→ **Task statement**
Could you output the entries that follow exactly, omitting any pictures they contain?

→ **Collection entries**
»»

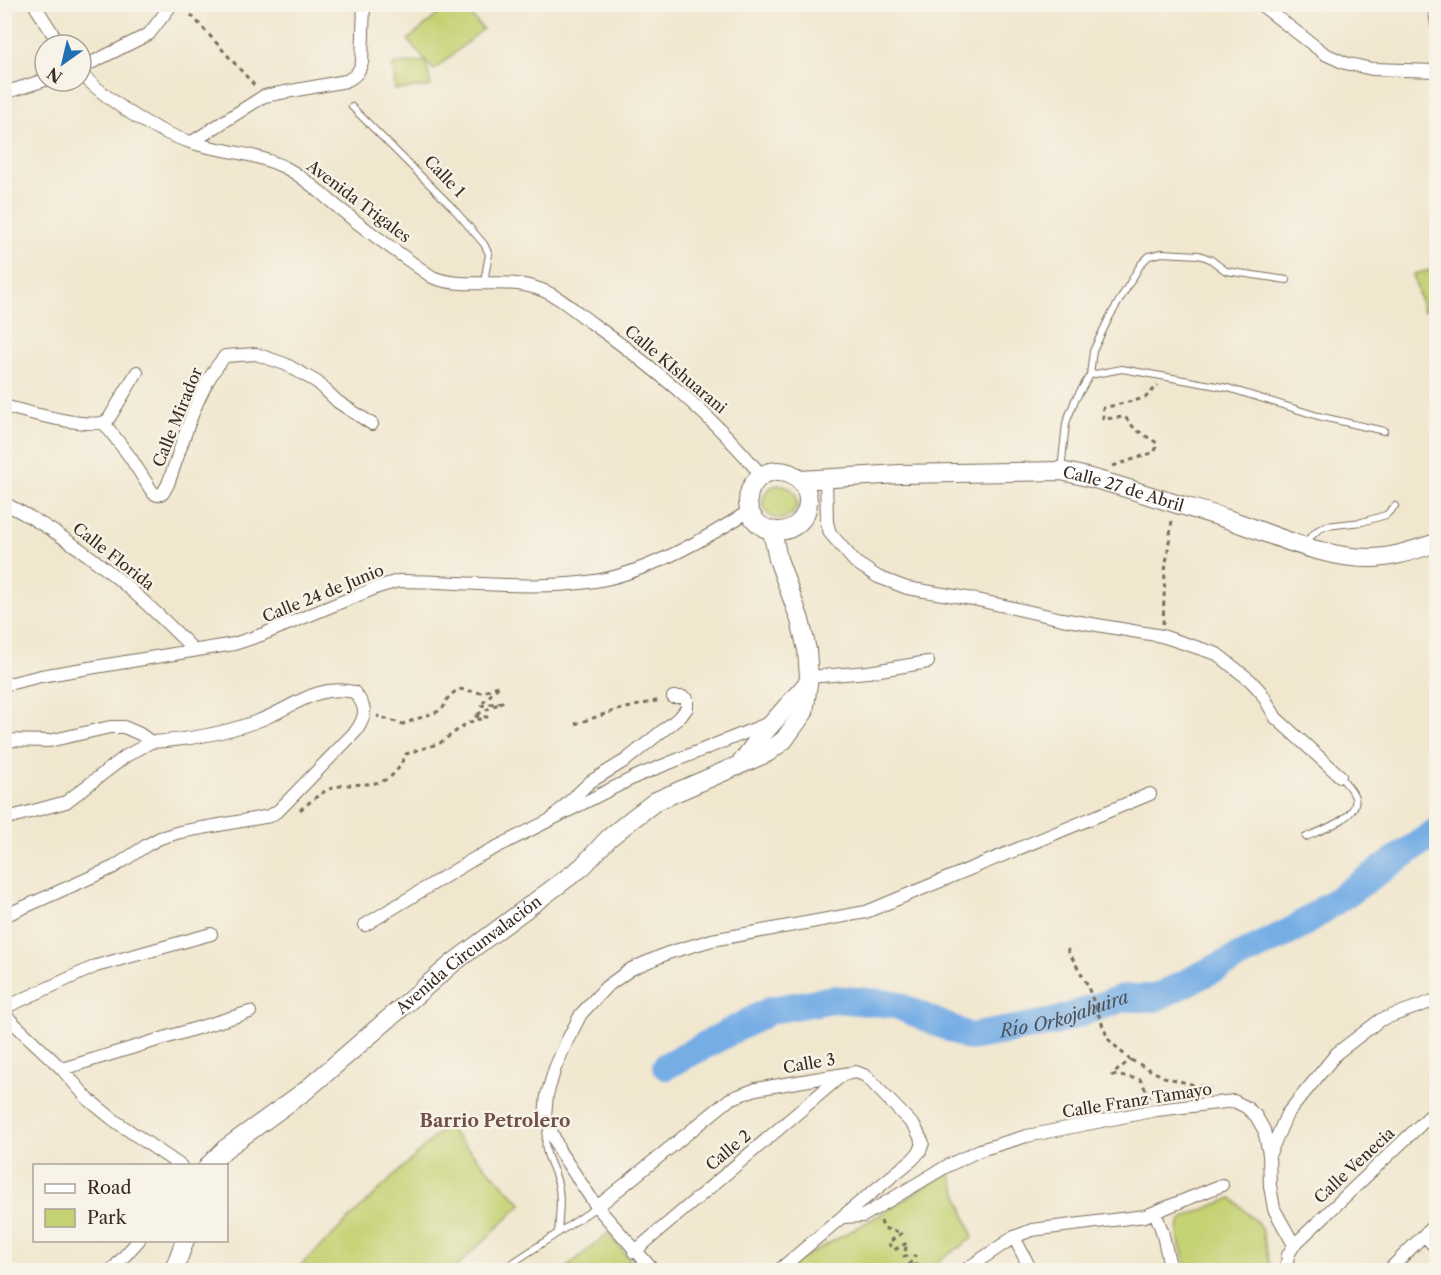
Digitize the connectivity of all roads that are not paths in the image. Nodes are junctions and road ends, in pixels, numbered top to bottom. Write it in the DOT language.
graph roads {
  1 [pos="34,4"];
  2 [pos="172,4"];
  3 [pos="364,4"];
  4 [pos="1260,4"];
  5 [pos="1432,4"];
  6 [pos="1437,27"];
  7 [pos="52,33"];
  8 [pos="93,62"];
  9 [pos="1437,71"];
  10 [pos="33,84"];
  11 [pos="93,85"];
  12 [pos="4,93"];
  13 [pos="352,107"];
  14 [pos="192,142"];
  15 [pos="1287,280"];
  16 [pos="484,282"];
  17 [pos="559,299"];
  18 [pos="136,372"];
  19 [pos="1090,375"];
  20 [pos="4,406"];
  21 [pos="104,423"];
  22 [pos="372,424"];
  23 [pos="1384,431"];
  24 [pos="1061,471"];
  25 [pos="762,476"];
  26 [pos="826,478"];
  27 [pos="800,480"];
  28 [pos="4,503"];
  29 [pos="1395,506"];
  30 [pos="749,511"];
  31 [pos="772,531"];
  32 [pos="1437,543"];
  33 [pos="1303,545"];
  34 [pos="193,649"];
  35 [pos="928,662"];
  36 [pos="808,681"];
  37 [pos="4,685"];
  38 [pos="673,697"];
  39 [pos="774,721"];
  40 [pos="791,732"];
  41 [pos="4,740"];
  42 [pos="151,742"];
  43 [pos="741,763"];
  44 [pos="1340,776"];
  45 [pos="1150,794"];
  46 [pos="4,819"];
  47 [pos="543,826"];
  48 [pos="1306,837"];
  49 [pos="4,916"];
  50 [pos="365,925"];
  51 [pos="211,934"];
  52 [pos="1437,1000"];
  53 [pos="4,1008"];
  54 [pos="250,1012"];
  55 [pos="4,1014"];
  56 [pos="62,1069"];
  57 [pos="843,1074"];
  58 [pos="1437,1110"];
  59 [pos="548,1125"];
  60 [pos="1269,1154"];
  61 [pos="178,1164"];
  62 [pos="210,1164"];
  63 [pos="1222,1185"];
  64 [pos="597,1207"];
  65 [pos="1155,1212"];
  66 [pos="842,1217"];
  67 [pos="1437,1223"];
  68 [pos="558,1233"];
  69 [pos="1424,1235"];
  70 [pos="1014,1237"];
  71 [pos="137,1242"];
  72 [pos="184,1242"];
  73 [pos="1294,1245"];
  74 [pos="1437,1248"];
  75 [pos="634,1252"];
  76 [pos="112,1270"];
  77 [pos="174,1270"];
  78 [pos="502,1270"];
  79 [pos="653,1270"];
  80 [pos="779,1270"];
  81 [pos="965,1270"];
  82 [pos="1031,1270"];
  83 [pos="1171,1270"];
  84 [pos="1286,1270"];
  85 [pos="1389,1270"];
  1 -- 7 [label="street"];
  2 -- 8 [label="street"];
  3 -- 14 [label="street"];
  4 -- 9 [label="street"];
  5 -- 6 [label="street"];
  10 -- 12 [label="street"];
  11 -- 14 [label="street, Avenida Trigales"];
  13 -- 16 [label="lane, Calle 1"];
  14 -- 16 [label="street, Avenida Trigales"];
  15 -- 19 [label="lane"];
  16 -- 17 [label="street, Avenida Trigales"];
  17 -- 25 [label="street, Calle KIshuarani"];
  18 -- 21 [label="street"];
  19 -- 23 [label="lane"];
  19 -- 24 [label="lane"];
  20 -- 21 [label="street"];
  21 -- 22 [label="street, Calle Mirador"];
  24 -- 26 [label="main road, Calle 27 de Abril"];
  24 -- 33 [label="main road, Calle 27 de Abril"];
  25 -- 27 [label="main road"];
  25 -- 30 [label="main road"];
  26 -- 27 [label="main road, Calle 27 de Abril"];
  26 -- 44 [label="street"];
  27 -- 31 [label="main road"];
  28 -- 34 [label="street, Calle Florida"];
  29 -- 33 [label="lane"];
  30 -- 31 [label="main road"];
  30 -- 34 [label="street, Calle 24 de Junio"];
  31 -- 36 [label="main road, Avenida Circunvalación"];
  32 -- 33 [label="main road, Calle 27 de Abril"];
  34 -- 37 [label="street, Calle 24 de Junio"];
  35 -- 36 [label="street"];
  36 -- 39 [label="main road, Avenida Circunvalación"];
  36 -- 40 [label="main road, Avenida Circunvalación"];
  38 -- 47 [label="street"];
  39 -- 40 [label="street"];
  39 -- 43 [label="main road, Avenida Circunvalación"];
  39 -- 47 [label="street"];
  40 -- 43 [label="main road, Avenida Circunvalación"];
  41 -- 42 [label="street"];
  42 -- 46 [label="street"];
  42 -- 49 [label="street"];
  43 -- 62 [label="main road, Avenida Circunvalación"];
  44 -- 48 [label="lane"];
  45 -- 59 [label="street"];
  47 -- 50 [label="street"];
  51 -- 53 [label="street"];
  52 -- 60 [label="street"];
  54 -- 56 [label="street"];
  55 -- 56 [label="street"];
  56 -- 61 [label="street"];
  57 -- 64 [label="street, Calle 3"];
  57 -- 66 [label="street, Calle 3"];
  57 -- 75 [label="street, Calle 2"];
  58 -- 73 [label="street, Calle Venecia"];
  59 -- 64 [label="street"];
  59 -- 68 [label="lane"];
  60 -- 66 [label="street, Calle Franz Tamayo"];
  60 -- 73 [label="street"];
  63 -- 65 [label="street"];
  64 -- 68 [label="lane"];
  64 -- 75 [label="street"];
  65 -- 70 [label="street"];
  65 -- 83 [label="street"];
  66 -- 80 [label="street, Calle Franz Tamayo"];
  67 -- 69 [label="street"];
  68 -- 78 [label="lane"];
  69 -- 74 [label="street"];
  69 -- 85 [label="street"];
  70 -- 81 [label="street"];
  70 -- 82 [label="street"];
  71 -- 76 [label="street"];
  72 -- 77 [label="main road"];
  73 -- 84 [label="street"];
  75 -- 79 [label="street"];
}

««

→ **Answer**
Digitize the connectivity of all roads that are not paths in the image. Nodes are junctions and road ends, in pixels, numbered top to bottom. Write it in the DOT language.
graph roads {
  1 [pos="34,4"];
  2 [pos="172,4"];
  3 [pos="364,4"];
  4 [pos="1260,4"];
  5 [pos="1432,4"];
  6 [pos="1437,27"];
  7 [pos="52,33"];
  8 [pos="93,62"];
  9 [pos="1437,71"];
  10 [pos="33,84"];
  11 [pos="93,85"];
  12 [pos="4,93"];
  13 [pos="352,107"];
  14 [pos="192,142"];
  15 [pos="1287,280"];
  16 [pos="484,282"];
  17 [pos="559,299"];
  18 [pos="136,372"];
  19 [pos="1090,375"];
  20 [pos="4,406"];
  21 [pos="104,423"];
  22 [pos="372,424"];
  23 [pos="1384,431"];
  24 [pos="1061,471"];
  25 [pos="762,476"];
  26 [pos="826,478"];
  27 [pos="800,480"];
  28 [pos="4,503"];
  29 [pos="1395,506"];
  30 [pos="749,511"];
  31 [pos="772,531"];
  32 [pos="1437,543"];
  33 [pos="1303,545"];
  34 [pos="193,649"];
  35 [pos="928,662"];
  36 [pos="808,681"];
  37 [pos="4,685"];
  38 [pos="673,697"];
  39 [pos="774,721"];
  40 [pos="791,732"];
  41 [pos="4,740"];
  42 [pos="151,742"];
  43 [pos="741,763"];
  44 [pos="1340,776"];
  45 [pos="1150,794"];
  46 [pos="4,819"];
  47 [pos="543,826"];
  48 [pos="1306,837"];
  49 [pos="4,916"];
  50 [pos="365,925"];
  51 [pos="211,934"];
  52 [pos="1437,1000"];
  53 [pos="4,1008"];
  54 [pos="250,1012"];
  55 [pos="4,1014"];
  56 [pos="62,1069"];
  57 [pos="843,1074"];
  58 [pos="1437,1110"];
  59 [pos="548,1125"];
  60 [pos="1269,1154"];
  61 [pos="178,1164"];
  62 [pos="210,1164"];
  63 [pos="1222,1185"];
  64 [pos="597,1207"];
  65 [pos="1155,1212"];
  66 [pos="842,1217"];
  67 [pos="1437,1223"];
  68 [pos="558,1233"];
  69 [pos="1424,1235"];
  70 [pos="1014,1237"];
  71 [pos="137,1242"];
  72 [pos="184,1242"];
  73 [pos="1294,1245"];
  74 [pos="1437,1248"];
  75 [pos="634,1252"];
  76 [pos="112,1270"];
  77 [pos="174,1270"];
  78 [pos="502,1270"];
  79 [pos="653,1270"];
  80 [pos="779,1270"];
  81 [pos="965,1270"];
  82 [pos="1031,1270"];
  83 [pos="1171,1270"];
  84 [pos="1286,1270"];
  85 [pos="1389,1270"];
  1 -- 7 [label="street"];
  2 -- 8 [label="street"];
  3 -- 14 [label="street"];
  4 -- 9 [label="street"];
  5 -- 6 [label="street"];
  10 -- 12 [label="street"];
  11 -- 14 [label="street, Avenida Trigales"];
  13 -- 16 [label="lane, Calle 1"];
  14 -- 16 [label="street, Avenida Trigales"];
  15 -- 19 [label="lane"];
  16 -- 17 [label="street, Avenida Trigales"];
  17 -- 25 [label="street, Calle KIshuarani"];
  18 -- 21 [label="street"];
  19 -- 23 [label="lane"];
  19 -- 24 [label="lane"];
  20 -- 21 [label="street"];
  21 -- 22 [label="street, Calle Mirador"];
  24 -- 26 [label="main road, Calle 27 de Abril"];
  24 -- 33 [label="main road, Calle 27 de Abril"];
  25 -- 27 [label="main road"];
  25 -- 30 [label="main road"];
  26 -- 27 [label="main road, Calle 27 de Abril"];
  26 -- 44 [label="street"];
  27 -- 31 [label="main road"];
  28 -- 34 [label="street, Calle Florida"];
  29 -- 33 [label="lane"];
  30 -- 31 [label="main road"];
  30 -- 34 [label="street, Calle 24 de Junio"];
  31 -- 36 [label="main road, Avenida Circunvalación"];
  32 -- 33 [label="main road, Calle 27 de Abril"];
  34 -- 37 [label="street, Calle 24 de Junio"];
  35 -- 36 [label="street"];
  36 -- 39 [label="main road, Avenida Circunvalación"];
  36 -- 40 [label="main road, Avenida Circunvalación"];
  38 -- 47 [label="street"];
  39 -- 40 [label="street"];
  39 -- 43 [label="main road, Avenida Circunvalación"];
  39 -- 47 [label="street"];
  40 -- 43 [label="main road, Avenida Circunvalación"];
  41 -- 42 [label="street"];
  42 -- 46 [label="street"];
  42 -- 49 [label="street"];
  43 -- 62 [label="main road, Avenida Circunvalación"];
  44 -- 48 [label="lane"];
  45 -- 59 [label="street"];
  47 -- 50 [label="street"];
  51 -- 53 [label="street"];
  52 -- 60 [label="street"];
  54 -- 56 [label="street"];
  55 -- 56 [label="street"];
  56 -- 61 [label="street"];
  57 -- 64 [label="street, Calle 3"];
  57 -- 66 [label="street, Calle 3"];
  57 -- 75 [label="street, Calle 2"];
  58 -- 73 [label="street, Calle Venecia"];
  59 -- 64 [label="street"];
  59 -- 68 [label="lane"];
  60 -- 66 [label="street, Calle Franz Tamayo"];
  60 -- 73 [label="street"];
  63 -- 65 [label="street"];
  64 -- 68 [label="lane"];
  64 -- 75 [label="street"];
  65 -- 70 [label="street"];
  65 -- 83 [label="street"];
  66 -- 80 [label="street, Calle Franz Tamayo"];
  67 -- 69 [label="street"];
  68 -- 78 [label="lane"];
  69 -- 74 [label="street"];
  69 -- 85 [label="street"];
  70 -- 81 [label="street"];
  70 -- 82 [label="street"];
  71 -- 76 [label="street"];
  72 -- 77 [label="main road"];
  73 -- 84 [label="street"];
  75 -- 79 [label="street"];
}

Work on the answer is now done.